When responding officer Ashton Bowie arrived on scene, Trujillo answered the door “covered in blood”. Andersson lay supine on the rug, his face a swollen, bloody. ruin.

“I thought his head had been blown out by a gun,” he told jurors.

Trujillo’s attorneys insist that the murder was an act of self defense. At this point, it seems as if the defense has their work cut out for them, beginning with the 911 call.

The call, which was recorded and played back for jurors on Tuesday, was made sometime after last call and before sun-up by Trujillo herself, who was crying and at times unintelligible. During the call, she claimed that Andersson had been beating her in a jealous rage, and that she’d acted in self defense. The 911 operator was unsure if Trujillo was reporting an assault, or seeking medical attention for somebody she’d assaulted. At the time, it sounded like both.

Of course, if this was true, it would mean that Trujillo was somehow on the phone with 911 while defending herself from Andersson’s attack, then while stabbing him with the shoe, and then attempting some form of first aid.

Then there is the issue of the wounds on Andersson’s arms, which could either be defensive cuts he sustained from deflecting Ana’s lethal blue suede stabbing shoe, or (as Trujillo’s attorney John Carrol pointed out) sustained when Trujillo was defending herself from Andersson’s attack.

The last person to see Alf Andersson (other than Ana Trujillo) certainly isn’t doing Trujillo any favors. Cab driver Rosemary Gomez picked up the ill-fated couple from the Houston bar district and dropped them off at the soon-to-be blood-soaked condo.

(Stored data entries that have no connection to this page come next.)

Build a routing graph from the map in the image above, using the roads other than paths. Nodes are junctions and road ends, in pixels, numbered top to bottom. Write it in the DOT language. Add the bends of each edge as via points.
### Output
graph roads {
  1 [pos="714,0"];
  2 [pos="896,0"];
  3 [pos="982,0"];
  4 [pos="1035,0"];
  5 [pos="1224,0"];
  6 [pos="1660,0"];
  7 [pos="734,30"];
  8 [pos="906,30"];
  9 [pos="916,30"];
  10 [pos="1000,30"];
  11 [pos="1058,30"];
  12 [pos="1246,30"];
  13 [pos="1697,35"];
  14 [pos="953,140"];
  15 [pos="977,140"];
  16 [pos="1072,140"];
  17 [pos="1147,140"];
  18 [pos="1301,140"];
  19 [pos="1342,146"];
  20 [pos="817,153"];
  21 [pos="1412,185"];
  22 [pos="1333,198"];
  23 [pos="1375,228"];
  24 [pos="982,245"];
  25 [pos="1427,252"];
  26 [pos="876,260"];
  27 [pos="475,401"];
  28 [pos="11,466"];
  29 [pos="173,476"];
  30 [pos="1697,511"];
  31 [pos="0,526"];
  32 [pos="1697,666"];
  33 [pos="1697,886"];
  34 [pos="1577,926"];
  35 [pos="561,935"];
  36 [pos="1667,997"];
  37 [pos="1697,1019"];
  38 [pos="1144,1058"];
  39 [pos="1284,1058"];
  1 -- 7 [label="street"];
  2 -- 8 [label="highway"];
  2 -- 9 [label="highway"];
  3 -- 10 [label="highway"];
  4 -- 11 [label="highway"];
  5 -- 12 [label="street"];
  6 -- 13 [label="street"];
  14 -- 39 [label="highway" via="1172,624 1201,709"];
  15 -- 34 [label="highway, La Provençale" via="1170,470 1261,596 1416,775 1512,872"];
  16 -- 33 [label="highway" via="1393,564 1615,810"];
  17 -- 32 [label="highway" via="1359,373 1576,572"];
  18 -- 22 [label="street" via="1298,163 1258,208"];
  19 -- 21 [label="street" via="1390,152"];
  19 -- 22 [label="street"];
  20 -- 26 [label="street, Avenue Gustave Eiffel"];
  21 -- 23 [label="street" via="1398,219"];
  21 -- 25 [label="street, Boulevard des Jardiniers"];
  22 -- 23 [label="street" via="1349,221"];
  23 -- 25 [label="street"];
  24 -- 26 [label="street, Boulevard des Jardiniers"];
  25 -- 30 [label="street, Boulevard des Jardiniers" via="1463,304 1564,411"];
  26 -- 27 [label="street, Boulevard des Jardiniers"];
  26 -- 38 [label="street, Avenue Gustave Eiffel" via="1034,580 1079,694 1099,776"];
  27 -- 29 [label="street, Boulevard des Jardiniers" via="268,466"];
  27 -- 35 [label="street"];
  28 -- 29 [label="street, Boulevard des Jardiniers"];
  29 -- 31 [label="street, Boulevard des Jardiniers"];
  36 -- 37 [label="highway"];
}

According to her testimony on Monday, Trujillo’s drunken belligerence left Gomez fearing for Andersson’s life even as she dropped the two of them off.

“You need to be careful,” she recalled saying, in a statement to the court. “Your friend is not in her right mind.”

According to Gomez, Andersson leaned forward and squeezed her hand as he left the cab. “I’ll be alright,” he said.

More details on the Houston Shoe Stabbing Massacre are sure to surface, as the trial of Ana Trujillo is expected to last at least a week.